The first three Dragon Quest games are part of the same story, and Dragon Warrior III is the first game chronologically, as well as the third game that features the hero Erdrick (Loto in the Japanese releases and recent localizations). The story follows "the Hero" who is tasked with saving the world from the archfiend Baramos. Gathering a group of companions into a party, the Hero must travel the world, stopping at various towns and locations, and find his way to the Demon Lord Baramos's lair.
Dragon Quest III is noted for greatly expanding upon the gameplay of the original Dragon Quest and Dragon Quest II. The game uses basic role-playing video game conventions such as leveling up by gaining experience points and equipping items. The battle system is turn-based like the other games in the series, though the remakes incorporate various interface changes from later titles. These include simpler door opening, a bag to store items instead of keeping them at a bank, quick item sorting with "Tidy Item" and "Tidy Bag" command, and a "Full HP" command to automate the process of casting healing and status restoring spells. And while earlier Dragon Quest games were non-linear in structure, Dragon Quest III featured an even more open-world experience. It also allowed the player to freely swap characters in and out of their party and introduced the day/night cycle in which certain items, characters, and quests are only accessible at specific times of the day.

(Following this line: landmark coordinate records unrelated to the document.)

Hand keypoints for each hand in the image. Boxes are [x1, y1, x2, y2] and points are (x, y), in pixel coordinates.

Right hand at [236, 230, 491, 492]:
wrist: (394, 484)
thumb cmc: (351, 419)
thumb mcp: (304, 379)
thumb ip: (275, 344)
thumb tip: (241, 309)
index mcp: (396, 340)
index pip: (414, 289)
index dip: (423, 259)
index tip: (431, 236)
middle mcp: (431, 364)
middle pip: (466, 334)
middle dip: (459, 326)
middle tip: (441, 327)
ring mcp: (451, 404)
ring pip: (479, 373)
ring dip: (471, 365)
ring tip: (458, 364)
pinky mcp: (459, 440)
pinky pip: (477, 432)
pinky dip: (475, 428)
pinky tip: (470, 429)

Dragon Quest III features a class system, in which each character has a certain class. At the start of the game, the player begins as a single male or female hero but is able to recruit members at the local tavern. While the Hero always keeps the Hero class, the other characters can choose to be any of the following of either gender: Soldier (Warrior in the GBC version), Fighter, Pilgrim (Cleric), Wizard (Mage), Merchant (Dealer), Goof-Off (Jester), Sage, and Thief which was available only in the later versions. The choice of class greatly affects the character's stats and spells he or she can learn. Furthermore, upon reaching experience Level 20, a character has the option of changing classes at the temple of Dhama, found halfway through the game. A character who changes classes has their stats halved and restarts at experience Level 1, retaining their spells and, in the remakes, their personality. This allows a player to create a character that knows Wizard spells but has the defense of a Soldier. Unlike most Dragon Quest parties, aside from the Hero, the party is not made up of characters involved in the story. Although only four characters can be in the party at a time, extra members of the party can be kept at the tavern, allowing room for new recruits. Another innovation is an arena where the player can place bets on the outcome of monster battles in order to win more gold.

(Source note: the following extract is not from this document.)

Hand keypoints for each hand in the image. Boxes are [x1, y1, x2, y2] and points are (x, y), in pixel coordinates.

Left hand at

In the remakes, after selecting a character, the player can change the character's starting abilities with five magical seeds, given at the tavern. Also, each character has a personality trait which affects the growth rate of their abilities. The Hero's personality is determined by the player's choices and actions during a dream sequence at the start of the game, while other characters' personalities are determined by their status at the end of the character generation process. Most personalities are available to both male and female characters, while a few are exclusive to male or female characters. A character's personality can be temporarily changed by equipping certain accessories, or permanently changed by using certain consumable books.
The game starts in the castle town of Aliahan. Like the rest of the Dragon Quest worlds, this castle is set in a medieval time period, complete with knights and magicians. The party explores several caves, ruins, and castles during the adventure. The geography of Dragon Quest III largely corresponds to the actual geography of Earth, and many towns correspond to their real-world cultures, including "Romaly" for Rome, "Portoga" for Portugal, "Assaram" near present-day Iraq (derived from "as-salamu alaykum"), "Jipang" for Japan and even a "New Town" in eastern North America that experiences a revolution against an overbearing ruler.
Dragon Quest III is set many years before the original Dragon Warrior in a world separate from the first two games. A wicked fiend named Baramos threatens to destroy the world. The story revolves around the Hero, son or daughter (the player can choose to be either male or female, with few gameplay changes) of the legendary warrior Ortega. On their sixteenth birthday, the Hero (from here on referred to as "they" for the sake of convenience) is summoned to the castle and is given by the King of Aliahan the challenge to rid the world of the evil archfiend Baramos, which Ortega attempted in the past but seemingly perished in a volcano. The Hero then is able to recruit up to three traveling companions to help fight Baramos.
The Hero leaves their home country of Aliahan to travel the world and complete their father's quest to defeat Baramos. A major portion of the adventure is the quest to acquire the last two of the three keys needed to open doors throughout the game. After saving two people of the town of Baharata from the rogue Kandar and stealing back the King of Romaly's crown, the Hero receives Black Pepper, which they then trade for a sailing ship at Portoga. With the ship, the Hero acquires the Final Key and the six mystical orbs which are used to revive the legendary bird Ramia. Ramia allows the Hero and their party to travel to Baramos' castle, which is surrounded by mountains.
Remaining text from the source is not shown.